◆ **What you have to do**
Quote each line of the material verbatim, without the pictures.

===== Supplied material

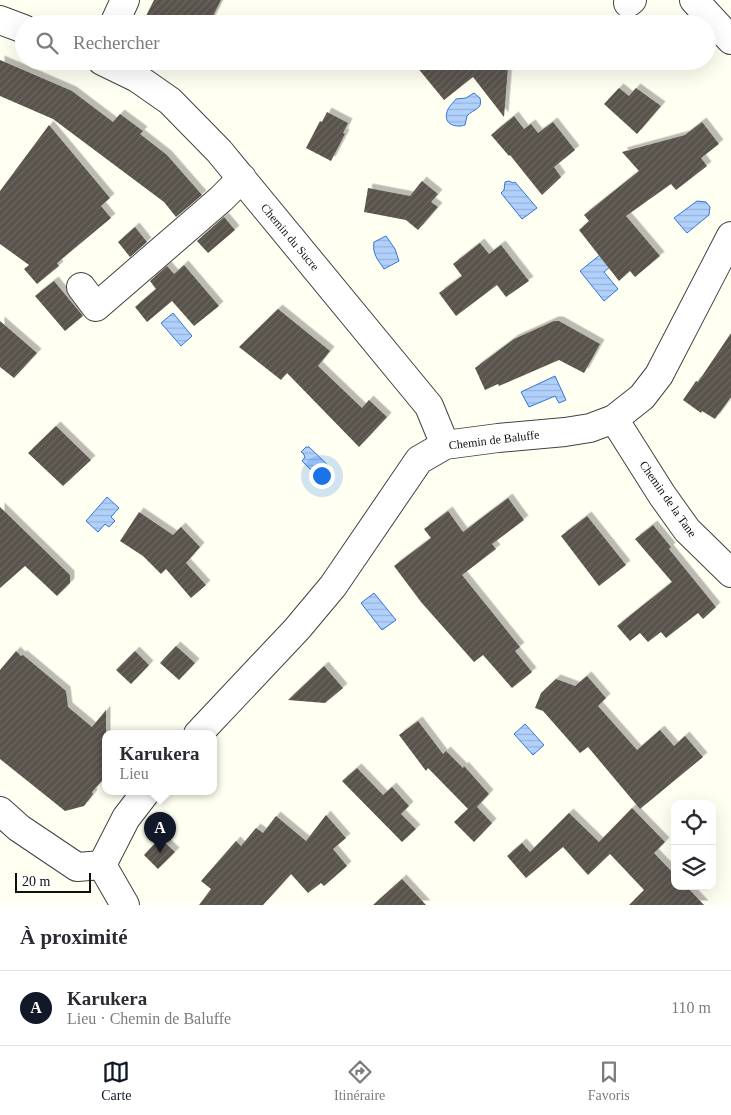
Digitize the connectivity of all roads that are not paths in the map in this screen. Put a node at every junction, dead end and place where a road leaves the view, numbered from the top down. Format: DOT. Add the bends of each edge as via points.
graph roads {
  1 [pos="125,0"];
  2 [pos="694,0"];
  3 [pos="118,15"];
  4 [pos="708,15"];
  5 [pos="0,20"];
  6 [pos="716,24"];
  7 [pos="15,26"];
  8 [pos="731,40"];
  9 [pos="121,70"];
  10 [pos="242,178"];
  11 [pos="731,236"];
  12 [pos="81,286"];
  13 [pos="614,419"];
  14 [pos="445,445"];
  15 [pos="731,573"];
  16 [pos="202,730"];
  17 [pos="144,795"];
  18 [pos="0,812"];
  19 [pos="102,865"];
  20 [pos="125,905"];
  1 -- 3 [label="street"];
  2 -- 4 [label="street"];
  5 -- 7 [label="street"];
  6 -- 8 [label="street"];
  9 -- 10 [label="street, Chemin du Sucre" via="170,101"];
  10 -- 12 [label="street" via="96,307"];
  10 -- 14 [label="street, Chemin du Sucre" via="429,406"];
  11 -- 13 [label="street, Chemin de Baluffe" via="659,375 642,397"];
  13 -- 14 [label="street, Chemin de Baluffe" via="590,428 565,432"];
  13 -- 15 [label="street, Chemin de la Tane" via="687,530"];
  14 -- 16 [label="street, Chemin de Baluffe" via="419,460 333,586"];
  17 -- 19 [label="street" via="126,818"];
  18 -- 19 [label="street" via="77,868"];
  19 -- 20 [label="street"];
}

==========

◆ **Response**
Digitize the connectivity of all roads that are not paths in the map in this screen. Put a node at every junction, dead end and place where a road leaves the view, numbered from the top down. Format: DOT. Add the bends of each edge as via points.
graph roads {
  1 [pos="125,0"];
  2 [pos="694,0"];
  3 [pos="118,15"];
  4 [pos="708,15"];
  5 [pos="0,20"];
  6 [pos="716,24"];
  7 [pos="15,26"];
  8 [pos="731,40"];
  9 [pos="121,70"];
  10 [pos="242,178"];
  11 [pos="731,236"];
  12 [pos="81,286"];
  13 [pos="614,419"];
  14 [pos="445,445"];
  15 [pos="731,573"];
  16 [pos="202,730"];
  17 [pos="144,795"];
  18 [pos="0,812"];
  19 [pos="102,865"];
  20 [pos="125,905"];
  1 -- 3 [label="street"];
  2 -- 4 [label="street"];
  5 -- 7 [label="street"];
  6 -- 8 [label="street"];
  9 -- 10 [label="street, Chemin du Sucre" via="170,101"];
  10 -- 12 [label="street" via="96,307"];
  10 -- 14 [label="street, Chemin du Sucre" via="429,406"];
  11 -- 13 [label="street, Chemin de Baluffe" via="659,375 642,397"];
  13 -- 14 [label="street, Chemin de Baluffe" via="590,428 565,432"];
  13 -- 15 [label="street, Chemin de la Tane" via="687,530"];
  14 -- 16 [label="street, Chemin de Baluffe" via="419,460 333,586"];
  17 -- 19 [label="street" via="126,818"];
  18 -- 19 [label="street" via="77,868"];
  19 -- 20 [label="street"];
}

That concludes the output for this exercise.